Use the account of Bob

  1. Run the following commands to log on to the client and query available shared volumes:

    # Log on to the client with the account of Bob.
    ssh bob@39.98.xxx.xx
    
    # Run the arena data list command to query shared volumes that are available to Bob. 
    arena data list

    Expected output:

    result

  2. Run the following command to submit a training job that requires one GPU:

    arena submit tf \
            --name=tf-git-bob-01 \
            --gpus=1 \
            --image=tensorflow/tensorflow:1.5.0-devel-gpu \
            --sync-mode=git \
            --sync-source=https://code.aliyun.com/xiaozhou/tensorflow-sample-code.git \
            "python code/tensorflow-sample-code/tfjob/docker/mnist/main.py --max_steps 10000 --data_dir=code/tensorflow-sample-code/data"
  3. Run the following command to list all the jobs that are submitted by Bob:

    arena list

    Expected output:

    bob

  4. Run the following command to submit another training job that requires one GPU:

    arena submit tf \
            --name=tf-git-bob-02 \
            --gpus=1 \
            --image=tensorflow/tensorflow:1.5.0-devel-gpu \
            --sync-mode=git \
            --sync-source=https://code.aliyun.com/xiaozhou/tensorflow-sample-code.git \
            "python code/tensorflow-sample-code/tfjob/docker/mnist/main.py --max_steps 10000 --data_dir=code/tensorflow-sample-code/data"

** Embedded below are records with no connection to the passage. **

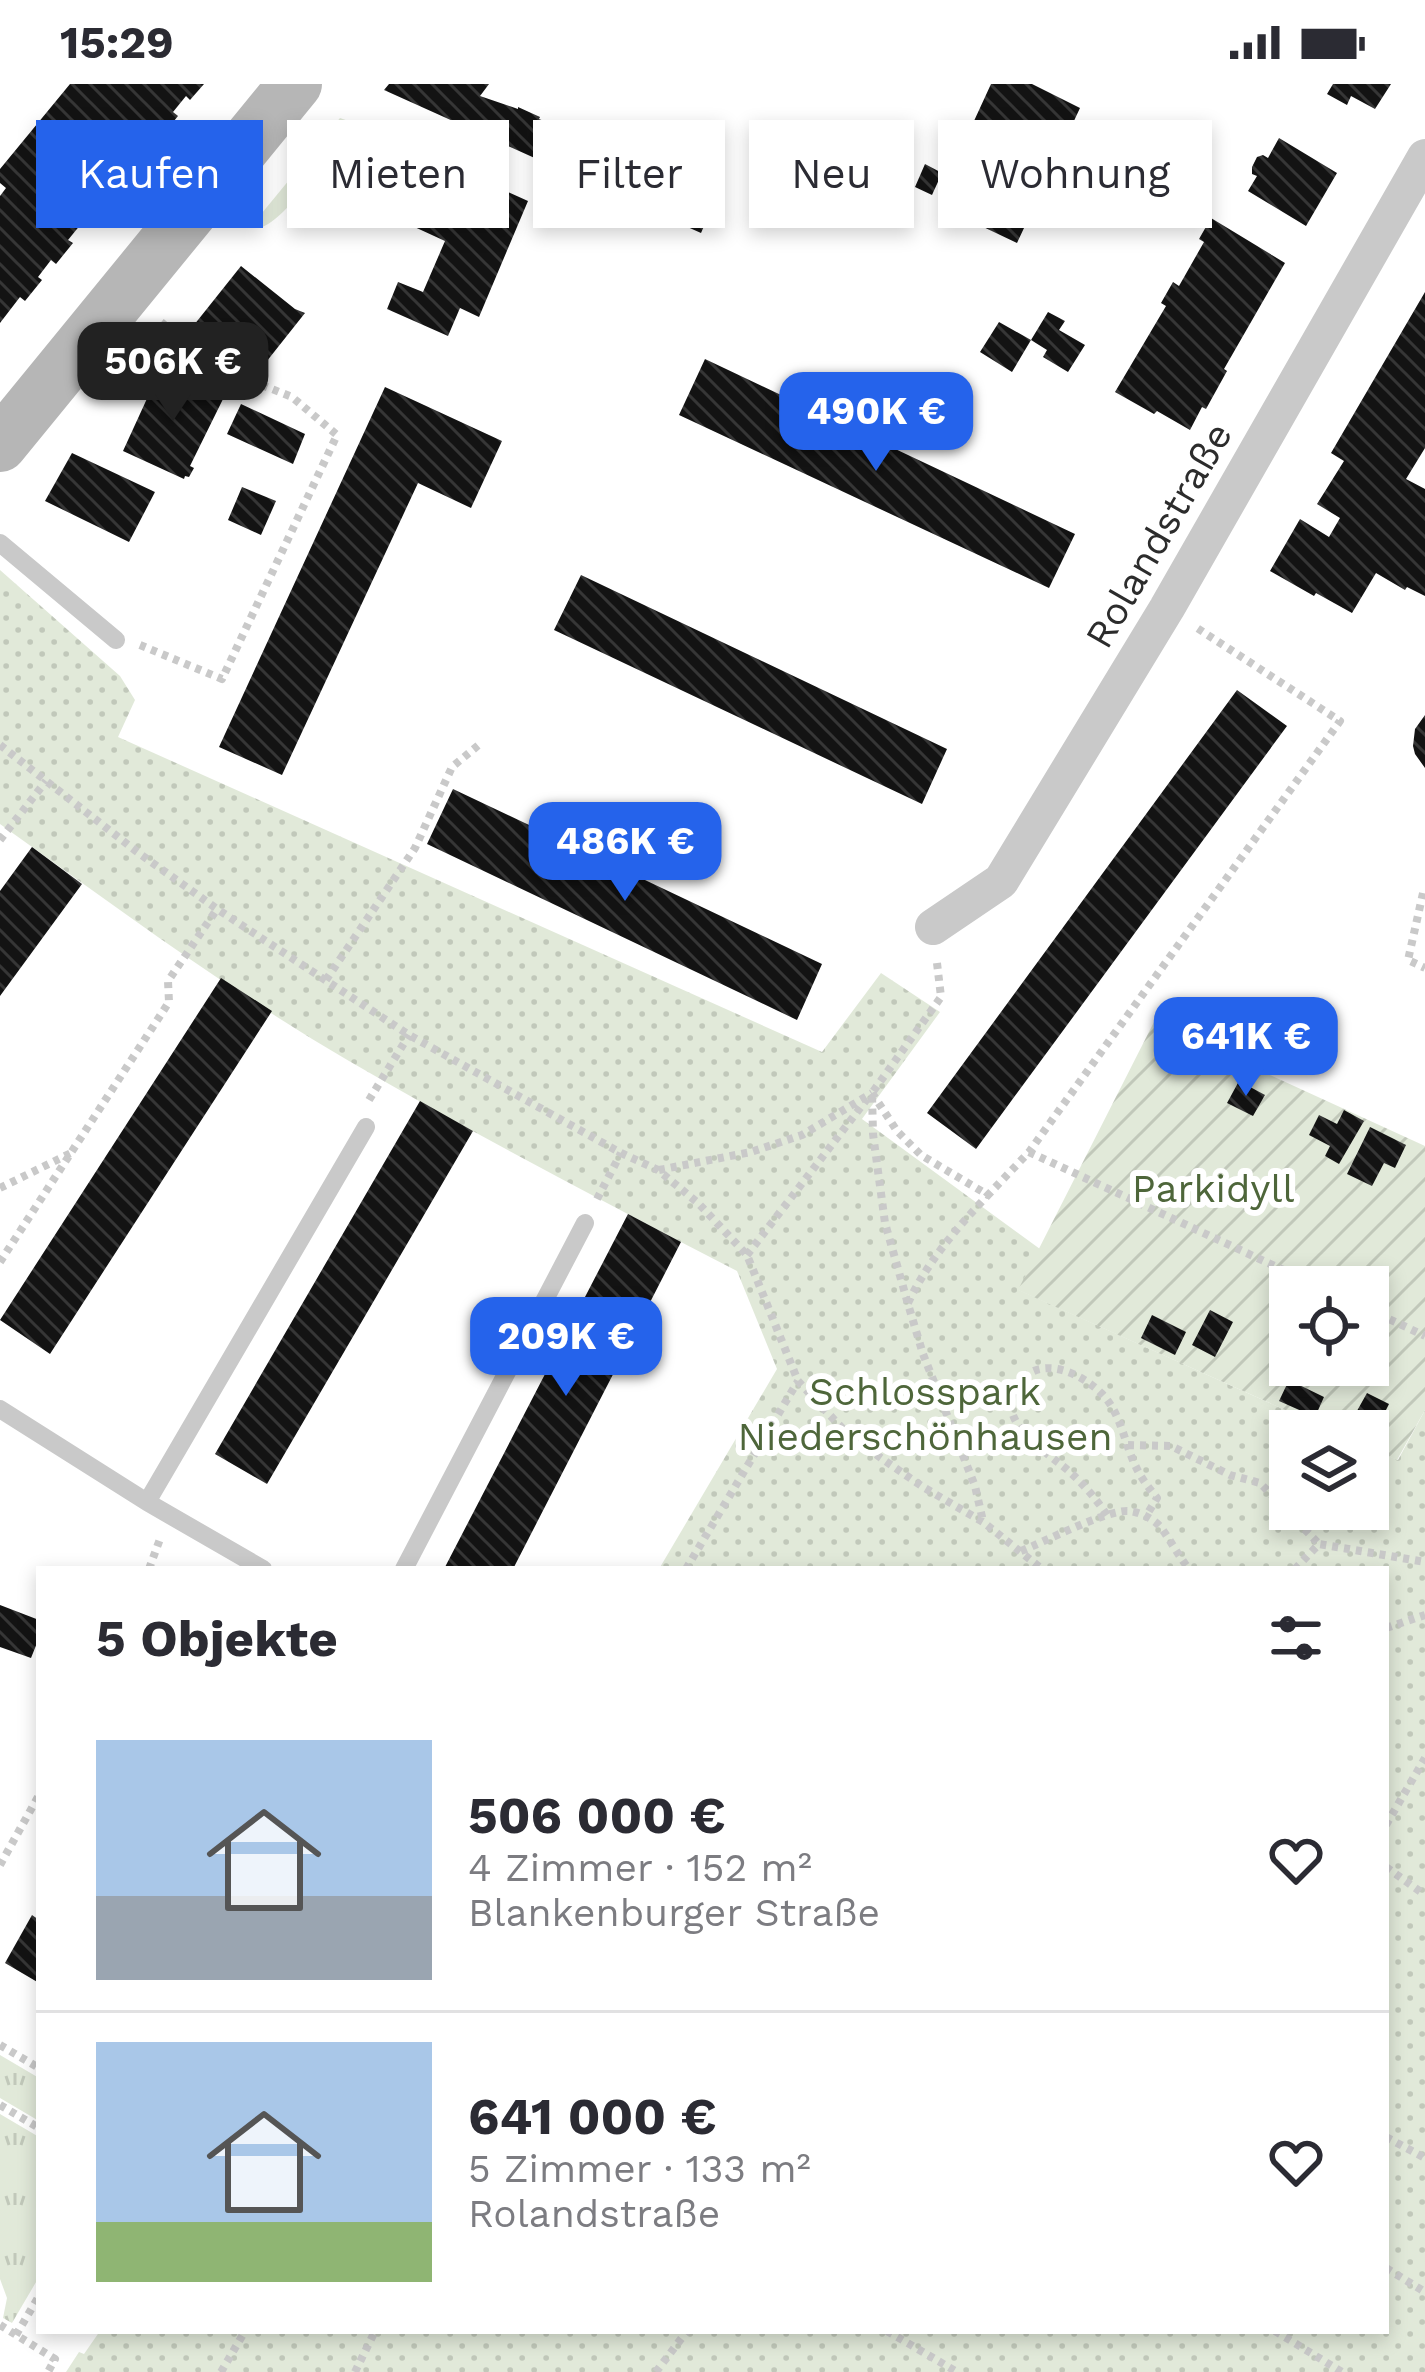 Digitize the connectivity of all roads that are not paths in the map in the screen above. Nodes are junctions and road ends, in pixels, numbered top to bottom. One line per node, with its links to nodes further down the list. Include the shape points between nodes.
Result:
1 (296, 84): 3 (main road)
2 (1425, 157): 6 (street, Rolandstraße, via 1001,881)
3 (0, 445)
4 (0, 544): 5 (lane)
5 (116, 640)
6 (933, 927)
7 (365, 1126): 10 (lane)
8 (585, 1223): 12 (lane)
9 (0, 1409): 10 (lane)
10 (147, 1502): 11 (lane)
11 (258, 1566)
12 (406, 1566) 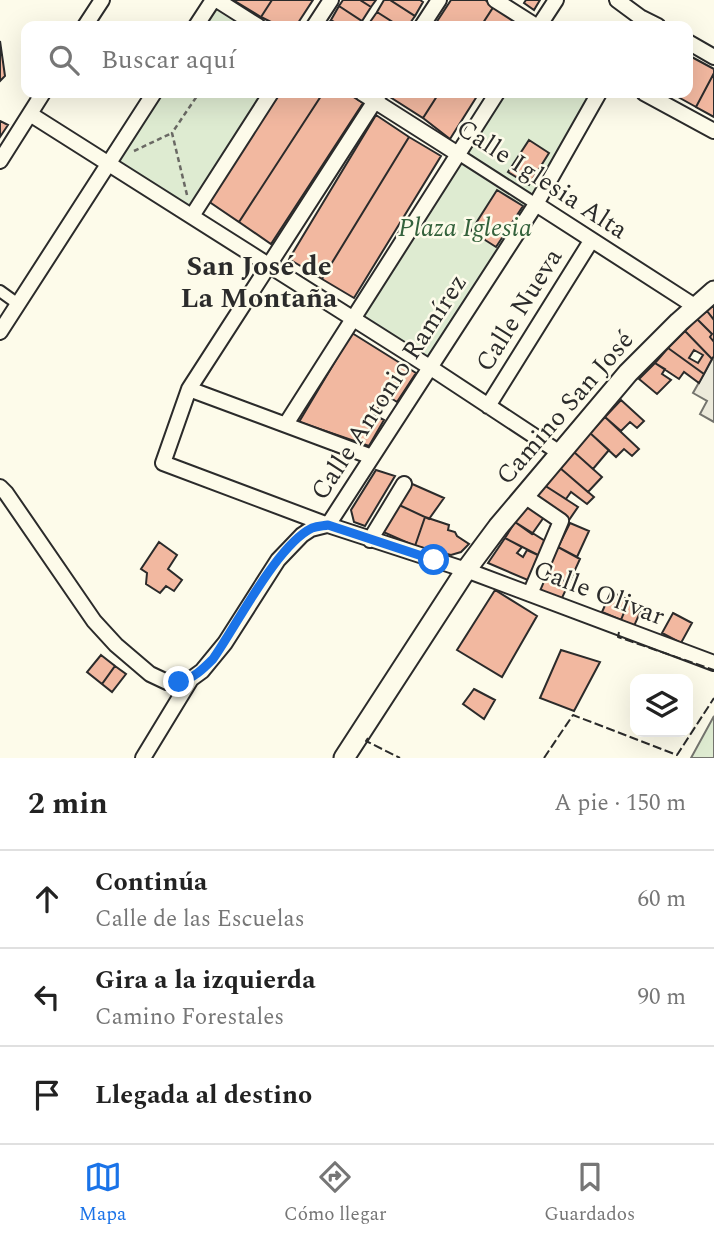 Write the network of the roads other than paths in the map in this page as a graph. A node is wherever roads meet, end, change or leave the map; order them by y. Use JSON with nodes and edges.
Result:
{"nodes":[{"id":1,"x":102,"y":0,"type":"edge"},
{"id":2,"x":215,"y":0,"type":"edge"},
{"id":3,"x":331,"y":0,"type":"edge"},
{"id":4,"x":439,"y":0,"type":"edge"},
{"id":5,"x":495,"y":0,"type":"edge"},
{"id":6,"x":556,"y":0,"type":"edge"},
{"id":7,"x":617,"y":0,"type":"edge"},
{"id":8,"x":88,"y":21,"type":"edge"},
{"id":9,"x":200,"y":21,"type":"edge"},
{"id":10,"x":250,"y":21,"type":"edge"},
{"id":11,"x":317,"y":21,"type":"edge"},
{"id":12,"x":425,"y":21,"type":"edge"},
{"id":13,"x":530,"y":21,"type":"edge"},
{"id":14,"x":541,"y":21,"type":"edge"},
{"id":15,"x":638,"y":21,"type":"edge"},
{"id":16,"x":693,"y":45,"type":"edge"},
{"id":17,"x":714,"y":57,"type":"edge"},
{"id":18,"x":40,"y":98,"type":"edge"},
{"id":19,"x":151,"y":98,"type":"edge"},
{"id":20,"x":268,"y":98,"type":"edge"},
{"id":21,"x":370,"y":98,"type":"edge"},
{"id":22,"x":376,"y":98,"type":"edge"},
{"id":23,"x":494,"y":98,"type":"edge"},
{"id":24,"x":596,"y":98,"type":"edge"},
{"id":25,"x":652,"y":98,"type":"edge"},
{"id":26,"x":30,"y":114,"type":"junction"},
{"id":27,"x":714,"y":131,"type":"edge"},
{"id":28,"x":458,"y":154,"type":"junction"},
{"id":29,"x":0,"y":161,"type":"edge"},
{"id":30,"x":108,"y":164,"type":"junction"},
{"id":31,"x":536,"y":204,"type":"junction"},
{"id":32,"x":192,"y":216,"type":"junction"},
{"id":33,"x":591,"y":241,"type":"junction"},
{"id":34,"x":269,"y":265,"type":"junction"},
{"id":35,"x":714,"y":290,"type":"edge"},
{"id":36,"x":0,"y":292,"type":"edge"},
{"id":37,"x":19,"y":304,"type":"junction"},
{"id":38,"x":696,"y":307,"type":"junction"},
{"id":39,"x":353,"y":318,"type":"junction"},
{"id":40,"x":0,"y":332,"type":"edge"},
{"id":41,"x":431,"y":368,"type":"junction"},
{"id":42,"x":189,"y":389,"type":"junction"},
{"id":43,"x":488,"y":405,"type":"junction"},
{"id":44,"x":286,"y":425,"type":"junction"},
{"id":45,"x":559,"y":453,"type":"junction"},
{"id":46,"x":372,"y":457,"type":"junction"},
{"id":47,"x":404,"y":484,"type":"dead end"},
{"id":48,"x":0,"y":487,"type":"edge"},
{"id":49,"x":523,"y":495,"type":"junction"},
{"id":50,"x":328,"y":525,"type":"junction"},
{"id":51,"x":370,"y":540,"type":"junction"},
{"id":52,"x":466,"y":570,"type":"junction"},
{"id":53,"x":530,"y":594,"type":"junction"},
{"id":54,"x":714,"y":663,"type":"edge"},
{"id":55,"x":191,"y":679,"type":"junction"},
{"id":56,"x":143,"y":758,"type":"edge"},
{"id":57,"x":344,"y":758,"type":"edge"}],
"edges":[{"from":1,"to":8,"type":"street"},
{"from":2,"to":9,"type":"street"},
{"from":2,"to":10,"type":"street"},
{"from":3,"to":11,"type":"street"},
{"from":4,"to":12,"type":"street"},
{"from":5,"to":13,"type":"street"},
{"from":6,"to":14,"type":"street"},
{"from":7,"to":15,"type":"street"},
{"from":16,"to":17,"type":"street"},
{"from":18,"to":26,"type":"street"},
{"from":19,"to":30,"type":"street"},
{"from":20,"to":32,"type":"street"},
{"from":21,"to":34,"type":"street"},
{"from":22,"to":28,"type":"street","name":"Calle Iglesia Alta"},
{"from":23,"to":28,"type":"street"},
{"from":24,"to":31,"type":"street","name":"Calle Antonio Ramírez"},
{"from":25,"to":27,"type":"street"},
{"from":26,"to":29,"type":"street"},
{"from":26,"to":30,"type":"street"},
{"from":28,"to":31,"type":"street","name":"Calle Iglesia Alta"},
{"from":28,"to":39,"type":"street"},
{"from":30,"to":32,"type":"street"},
{"from":30,"to":37,"type":"street"},
{"from":31,"to":33,"type":"street","name":"Calle Iglesia Alta"},
{"from":31,"to":41,"type":"street","name":"Calle Antonio Ramírez"},
{"from":32,"to":34,"type":"street"},
{"from":33,"to":38,"type":"street","name":"Calle Iglesia Alta"},
{"from":33,"to":43,"type":"street","name":"Calle Nueva"},
{"from":34,"to":39,"type":"street"},
{"from":34,"to":42,"type":"street"},
{"from":35,"to":38,"type":"main road","name":"Camino San José"},
{"from":36,"to":37,"type":"street"},
{"from":37,"to":40,"type":"street"},
{"from":38,"to":45,"type":"main road","name":"Camino San José"},
{"from":39,"to":41,"type":"street"},
{"from":39,"to":44,"type":"street"},
{"from":41,"to":43,"type":"street"},
{"from":41,"to":46,"type":"street","name":"Calle Antonio Ramírez"},
{"from":42,"to":44,"type":"street"},
{"from":42,"to":50,"type":"street","name":"Calle Olivar"},
{"from":43,"to":45,"type":"street"},
{"from":44,"to":46,"type":"street"},
{"from":45,"to":49,"type":"main road","name":"Camino San José"},
{"from":46,"to":50,"type":"street","name":"Calle Antonio Ramírez"},
{"from":47,"to":51,"type":"street"},
{"from":48,"to":55,"type":"street"},
{"from":49,"to":52,"type":"main road","name":"Camino San José"},
{"from":49,"to":53,"type":"street"},
{"from":50,"to":51,"type":"street","name":"Calle Olivar"},
{"from":50,"to":55,"type":"street"},
{"from":51,"to":52,"type":"street","name":"Calle Olivar"},
{"from":52,"to":53,"type":"street","name":"Calle Olivar"},
{"from":52,"to":57,"type":"main road","name":"Camino San José"},
{"from":53,"to":54,"type":"street","name":"Calle Olivar"},
{"from":55,"to":56,"type":"street"}]}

    In this example, only one GPU is allocated to user group dev1. Therefore, ACK is expected to reject the second job.

    resultreason

    The preceding figure shows that the ACK cluster still has sufficient resources. However, the GPU allocated to the user group to which Bob belongs is already occupied by the first job. As a result, the second job is suspended.

Use the account of Tom

  1. Run the following commands to log on to the client and query available shared volumes:

    # Log on to the client with the account of Tom. 
    ssh tom@39.98.xx.xx
    
    # Run the arena data list command to query shared volumes that are available to Tom. 
    arena data list

    Expected output:

    tom job

  2. Run the following command to list all the jobs that are submitted by Tom:

    arena list

    Tom cannot view the jobs that are submitted by Bob.list

  3. Run the following command to submit a training job that requires one GPU:

     arena submit tf \
             --name=tf-git-tom-01 \
             --gpus=1 \
             --chief-cpu=2 \
             --chief-memory=10Gi \
             --image=tensorflow/tensorflow:1.5.0-devel-gpu \
             --sync-mode=git \
             --sync-source=https://code.aliyun.com/xiaozhou/tensorflow-sample-code.git \
             "python code/tensorflow-sample-code/tfjob/docker/mnist/main.py --max_steps 10000 --data_dir=code/tensorflow-sample-code/data"
    Note

    In this example, GPU, CPU, and memory resources are allocated to user group dev2. Therefore, Tom must specify the resources requested by the job to be submitted.

  4. Run the following command to submit another job that requires one GPU:

     arena submit tf \
             --name=tf-git-tom-02 \
             --gpus=1 \
             --chief-cpu=2 \
             --chief-memory=10Gi \
             --image=tensorflow/tensorflow:1.5.0-devel-gpu \
             --sync-mode=git \
             --sync-source=https://code.aliyun.com/xiaozhou/tensorflow-sample-code.git \
             "python code/tensorflow-sample-code/tfjob/docker/mnist/main.py --max_steps 10000 --data_dir=code/tensorflow-sample-code/data"
  5. Run the following command to list all the jobs that are submitted by Tom:

    arena list

    Expected output:

    result

View the result

The preceding results indicate that you can log on to the client and run Arena in a separate environment with the accounts of Bob and Tom. You can also query and use computing and storage resources that are allocated to each user group, and manage jobs that are submitted by Bob and Tom.